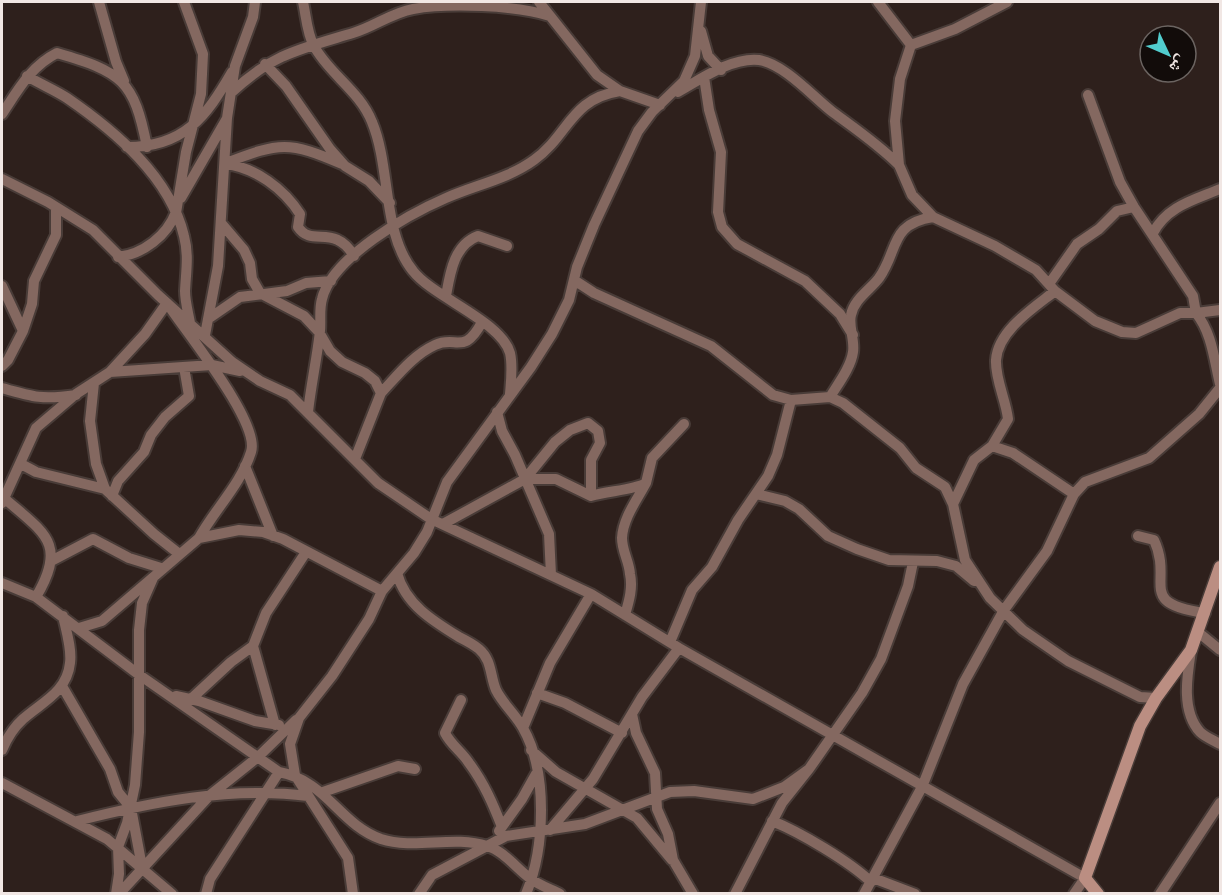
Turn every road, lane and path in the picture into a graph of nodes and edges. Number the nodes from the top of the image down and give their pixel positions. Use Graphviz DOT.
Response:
graph roads {
  1 [pos="99,2"];
  2 [pos="184,2"];
  3 [pos="255,2"];
  4 [pos="303,2"];
  5 [pos="506,2"];
  6 [pos="539,2"];
  7 [pos="701,2"];
  8 [pos="878,2"];
  9 [pos="1007,2"];
  10 [pos="520,9"];
  11 [pos="550,16"];
  12 [pos="700,24"];
  13 [pos="313,45"];
  14 [pos="911,45"];
  15 [pos="265,64"];
  16 [pos="235,66"];
  17 [pos="721,70"];
  18 [pos="27,76"];
  19 [pos="704,77"];
  20 [pos="124,82"];
  21 [pos="620,91"];
  22 [pos="231,93"];
  23 [pos="1088,95"];
  24 [pos="664,101"];
  25 [pos="2,114"];
  26 [pos="227,118"];
  27 [pos="195,124"];
  28 [pos="127,147"];
  29 [pos="147,147"];
  30 [pos="225,164"];
  31 [pos="900,165"];
  32 [pos="345,166"];
  33 [pos="2,179"];
  34 [pos="1221,189"];
  35 [pos="390,203"];
  36 [pos="56,207"];
  37 [pos="1134,207"];
  38 [pos="176,214"];
  39 [pos="933,217"];
  40 [pos="221,223"];
  41 [pos="395,226"];
  42 [pos="1153,233"];
  43 [pos="507,246"];
  44 [pos="354,255"];
  45 [pos="118,257"];
  46 [pos="574,280"];
  47 [pos="331,281"];
  48 [pos="2,286"];
  49 [pos="1052,287"];
  50 [pos="260,293"];
  51 [pos="446,296"];
  52 [pos="167,303"];
  53 [pos="1221,310"];
  54 [pos="1196,313"];
  55 [pos="208,319"];
  56 [pos="482,322"];
  57 [pos="190,323"];
  58 [pos="23,331"];
  59 [pos="320,332"];
  60 [pos="205,335"];
  61 [pos="853,335"];
  62 [pos="212,365"];
  63 [pos="2,366"];
  64 [pos="184,367"];
  65 [pos="110,372"];
  66 [pos="248,372"];
  67 [pos="93,383"];
  68 [pos="1221,386"];
  69 [pos="2,388"];
  70 [pos="381,393"];
  71 [pos="76,394"];
  72 [pos="510,394"];
  73 [pos="830,397"];
  74 [pos="791,400"];
  75 [pos="308,412"];
  76 [pos="497,412"];
  77 [pos="684,424"];
  78 [pos="992,446"];
  79 [pos="355,459"];
  80 [pos="21,464"];
  81 [pos="245,466"];
  82 [pos="525,479"];
  83 [pos="646,483"];
  84 [pos="109,492"];
  85 [pos="756,494"];
  86 [pos="1074,494"];
  87 [pos="591,496"];
  88 [pos="3,500"];
  89 [pos="953,504"];
  90 [pos="431,519"];
  91 [pos="443,524"];
  92 [pos="273,536"];
  93 [pos="1138,536"];
  94 [pos="199,538"];
  95 [pos="306,552"];
  96 [pos="178,553"];
  97 [pos="53,560"];
  98 [pos="913,562"];
  99 [pos="1220,570"];
  100 [pos="158,571"];
  101 [pos="397,573"];
  102 [pos="551,575"];
  103 [pos="2,583"];
  104 [pos="980,585"];
  105 [pos="382,591"];
  106 [pos="591,594"];
  107 [pos="36,597"];
  108 [pos="1004,610"];
  109 [pos="1206,613"];
  110 [pos="625,615"];
  111 [pos="63,616"];
  112 [pos="79,628"];
  113 [pos="1198,632"];
  114 [pos="674,645"];
  115 [pos="253,646"];
  116 [pos="1191,650"];
  117 [pos="1221,650"];
  118 [pos="138,674"];
  119 [pos="62,686"];
  120 [pos="537,693"];
  121 [pos="169,695"];
  122 [pos="1156,698"];
  123 [pos="192,699"];
  124 [pos="461,700"];
  125 [pos="632,714"];
  126 [pos="299,718"];
  127 [pos="275,724"];
  128 [pos="523,728"];
  129 [pos="622,733"];
  130 [pos="831,735"];
  131 [pos="1221,744"];
  132 [pos="2,750"];
  133 [pos="531,750"];
  134 [pos="258,757"];
  135 [pos="415,769"];
  136 [pos="809,769"];
  137 [pos="279,772"];
  138 [pos="536,774"];
  139 [pos="295,775"];
  140 [pos="2,783"];
  141 [pos="922,787"];
  142 [pos="585,789"];
  143 [pos="323,792"];
  144 [pos="266,794"];
  145 [pos="209,796"];
  146 [pos="308,796"];
  147 [pos="656,798"];
  148 [pos="1221,803"];
  149 [pos="130,808"];
  150 [pos="626,810"];
  151 [pos="77,821"];
  152 [pos="772,821"];
  153 [pos="502,827"];
  154 [pos="546,831"];
  155 [pos="488,846"];
  156 [pos="118,847"];
  157 [pos="673,860"];
  158 [pos="142,868"];
  159 [pos="1085,878"];
  160 [pos="532,880"];
  161 [pos="872,880"];
  162 [pos="117,894"];
  163 [pos="172,894"];
  164 [pos="206,894"];
  165 [pos="353,894"];
  166 [pos="419,894"];
  167 [pos="526,894"];
  168 [pos="560,894"];
  169 [pos="693,894"];
  170 [pos="735,894"];
  171 [pos="864,894"];
  172 [pos="915,894"];
  173 [pos="1074,894"];
  174 [pos="1098,894"];
  175 [pos="1160,894"];
  1 -- 20 [label="street"];
  2 -- 27 [label="street"];
  3 -- 16 [label="street"];
  4 -- 13 [label="street"];
  5 -- 10 [label="street"];
  6 -- 11 [label="street"];
  7 -- 12 [label="street"];
  8 -- 14 [label="street"];
  9 -- 14 [label="street"];
  10 -- 11 [label="street"];
  10 -- 13 [label="street"];
  11 -- 21 [label="street"];
  12 -- 17 [label="street"];
  12 -- 24 [label="street"];
  13 -- 15 [label="street"];
  13 -- 35 [label="street"];
  14 -- 31 [label="street"];
  15 -- 22 [label="street"];
  15 -- 32 [label="street"];
  16 -- 22 [label="street"];
  16 -- 27 [label="street"];
  17 -- 19 [label="street"];
  17 -- 31 [label="street"];
  18 -- 20 [label="street"];
  18 -- 25 [label="street"];
  18 -- 28 [label="street"];
  19 -- 24 [label="street"];
  19 -- 61 [label="street"];
  20 -- 29 [label="street"];
  21 -- 24 [label="street"];
  21 -- 41 [label="street"];
  22 -- 26 [label="street"];
  23 -- 37 [label="street"];
  24 -- 46 [label="street"];
  26 -- 30 [label="street"];
  26 -- 38 [label="street"];
  27 -- 29 [label="street"];
  27 -- 38 [label="street"];
  28 -- 29 [label="street"];
  28 -- 38 [label="street"];
  30 -- 32 [label="street"];
  30 -- 40 [label="street"];
  30 -- 44 [label="street"];
  31 -- 39 [label="street"];
  32 -- 35 [label="street"];
  33 -- 36 [label="street"];
  34 -- 42 [label="street"];
  35 -- 41 [label="street"];
  36 -- 45 [label="street"];
  36 -- 58 [label="street"];
  37 -- 42 [label="street"];
  37 -- 49 [label="street"];
  38 -- 45 [label="street"];
  38 -- 57 [label="street"];
  39 -- 49 [label="street"];
  39 -- 61 [label="street"];
  40 -- 50 [label="street"];
  40 -- 55 [label="street"];
  41 -- 44 [label="street"];
  41 -- 51 [label="street"];
  42 -- 54 [label="street"];
  43 -- 51 [label="street"];
  44 -- 47 [label="street"];
  45 -- 52 [label="street"];
  46 -- 72 [label="street"];
  46 -- 74 [label="street"];
  47 -- 50 [label="street"];
  47 -- 59 [label="street"];
  48 -- 58 [label="street"];
  49 -- 54 [label="street"];
  49 -- 78 [label="street"];
  50 -- 55 [label="street"];
  50 -- 59 [label="street"];
  51 -- 56 [label="street"];
  52 -- 57 [label="street"];
  52 -- 62 [label="street"];
  52 -- 65 [label="street"];
  53 -- 54 [label="street"];
  54 -- 68 [label="street"];
  55 -- 60 [label="street"];
  56 -- 70 [label="street"];
  56 -- 72 [label="street"];
  57 -- 60 [label="street"];
  58 -- 63 [label="street"];
  59 -- 70 [label="street"];
  59 -- 75 [label="street"];
  60 -- 66 [label="street"];
  61 -- 73 [label="street"];
  62 -- 64 [label="street"];
  62 -- 66 [label="street"];
  62 -- 81 [label="street"];
  64 -- 65 [label="street"];
  64 -- 84 [label="street"];
  65 -- 67 [label="street"];
  66 -- 75 [label="street"];
  67 -- 71 [label="street"];
  67 -- 84 [label="street"];
  68 -- 86 [label="street"];
  69 -- 71 [label="street"];
  70 -- 79 [label="street"];
  71 -- 80 [label="street"];
  72 -- 76 [label="street"];
  73 -- 74 [label="street"];
  73 -- 89 [label="street"];
  74 -- 85 [label="street"];
  75 -- 79 [label="street"];
  76 -- 82 [label="street"];
  76 -- 90 [label="street"];
  77 -- 83 [label="street"];
  78 -- 86 [label="street"];
  78 -- 89 [label="street"];
  79 -- 90 [label="street"];
  80 -- 84 [label="street"];
  80 -- 88 [label="street"];
  81 -- 92 [label="street"];
  81 -- 94 [label="street"];
  82 -- 87 [label="street"];
  82 -- 87 [label="street"];
  82 -- 91 [label="street"];
  82 -- 102 [label="street"];
  83 -- 87 [label="street"];
  83 -- 110 [label="street"];
  84 -- 96 [label="street"];
  85 -- 98 [label="street"];
  85 -- 114 [label="street"];
  86 -- 108 [label="street"];
  88 -- 97 [label="street"];
  89 -- 104 [label="street"];
  90 -- 91 [label="street"];
  90 -- 101 [label="street"];
  91 -- 102 [label="street"];
  92 -- 94 [label="street"];
  92 -- 95 [label="street"];
  93 -- 109 [label="street"];
  94 -- 96 [label="street"];
  95 -- 105 [label="street"];
  95 -- 115 [label="street"];
  96 -- 100 [label="street"];
  97 -- 100 [label="street"];
  97 -- 107 [label="street"];
  98 -- 104 [label="street"];
  98 -- 130 [label="street"];
  99 -- 109 [label="street"];
  100 -- 112 [label="street"];
  100 -- 118 [label="street"];
  101 -- 105 [label="street"];
  101 -- 128 [label="street"];
  102 -- 106 [label="street"];
  103 -- 107 [label="street"];
  104 -- 108 [label="street"];
  105 -- 126 [label="street"];
  106 -- 110 [label="street"];
  106 -- 120 [label="street"];
  107 -- 111 [label="street"];
  108 -- 122 [label="street"];
  108 -- 141 [label="street"];
  109 -- 113 [label="street"];
  110 -- 114 [label="street"];
  111 -- 112 [label="street"];
  111 -- 119 [label="street"];
  112 -- 118 [label="street"];
  113 -- 116 [label="street"];
  113 -- 117 [label="street"];
  114 -- 125 [label="street"];
  114 -- 130 [label="street"];
  115 -- 123 [label="street"];
  115 -- 127 [label="street"];
  116 -- 122 [label="street"];
  116 -- 131 [label="street"];
  118 -- 121 [label="street"];
  118 -- 149 [label="street"];
  119 -- 132 [label="street"];
  119 -- 149 [label="street"];
  120 -- 128 [label="street"];
  120 -- 129 [label="street"];
  121 -- 123 [label="street"];
  121 -- 134 [label="street"];
  122 -- 159 [label="street"];
  123 -- 127 [label="street"];
  124 -- 153 [label="street"];
  125 -- 129 [label="street"];
  125 -- 147 [label="street"];
  126 -- 127 [label="street"];
  126 -- 134 [label="street"];
  126 -- 139 [label="street"];
  128 -- 133 [label="street"];
  129 -- 142 [label="street"];
  130 -- 136 [label="street"];
  130 -- 141 [label="street"];
  133 -- 138 [label="street"];
  133 -- 142 [label="street"];
  134 -- 137 [label="street"];
  134 -- 145 [label="street"];
  135 -- 143 [label="street"];
  136 -- 147 [label="street"];
  136 -- 152 [label="street"];
  137 -- 139 [label="street"];
  137 -- 144 [label="street"];
  138 -- 153 [label="street"];
  138 -- 154 [label="street"];
  139 -- 143 [label="street"];
  139 -- 146 [label="street"];
  140 -- 151 [label="street"];
  141 -- 159 [label="street"];
  141 -- 161 [label="street"];
  142 -- 150 [label="street"];
  142 -- 154 [label="street"];
  143 -- 155 [label="street"];
  144 -- 145 [label="street"];
  144 -- 146 [label="street"];
  144 -- 164 [label="street"];
  145 -- 149 [label="street"];
  145 -- 158 [label="street"];
  146 -- 165 [label="street"];
  147 -- 150 [label="street"];
  147 -- 157 [label="street"];
  148 -- 175 [label="street"];
  149 -- 151 [label="street"];
  149 -- 156 [label="street"];
  149 -- 158 [label="street"];
  150 -- 154 [label="street"];
  150 -- 157 [label="street"];
  151 -- 156 [label="street"];
  152 -- 161 [label="street"];
  152 -- 170 [label="street"];
  153 -- 155 [label="street"];
  154 -- 155 [label="street"];
  154 -- 160 [label="street"];
  155 -- 160 [label="street"];
  155 -- 166 [label="street"];
  156 -- 158 [label="street"];
  156 -- 162 [label="street"];
  157 -- 169 [label="street"];
  158 -- 162 [label="street"];
  158 -- 163 [label="street"];
  159 -- 173 [label="street"];
  159 -- 174 [label="street"];
  160 -- 167 [label="street"];
  160 -- 168 [label="street"];
  161 -- 171 [label="street"];
  161 -- 172 [label="street"];
}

::::::

Note down each line above where the word "graph" occurs.

Turn every road, lane and path in the picture into a graph of nodes and edges. Number the nodes from the top of the image down and give their pixel positions. Use Graphviz DOT.
graph roads {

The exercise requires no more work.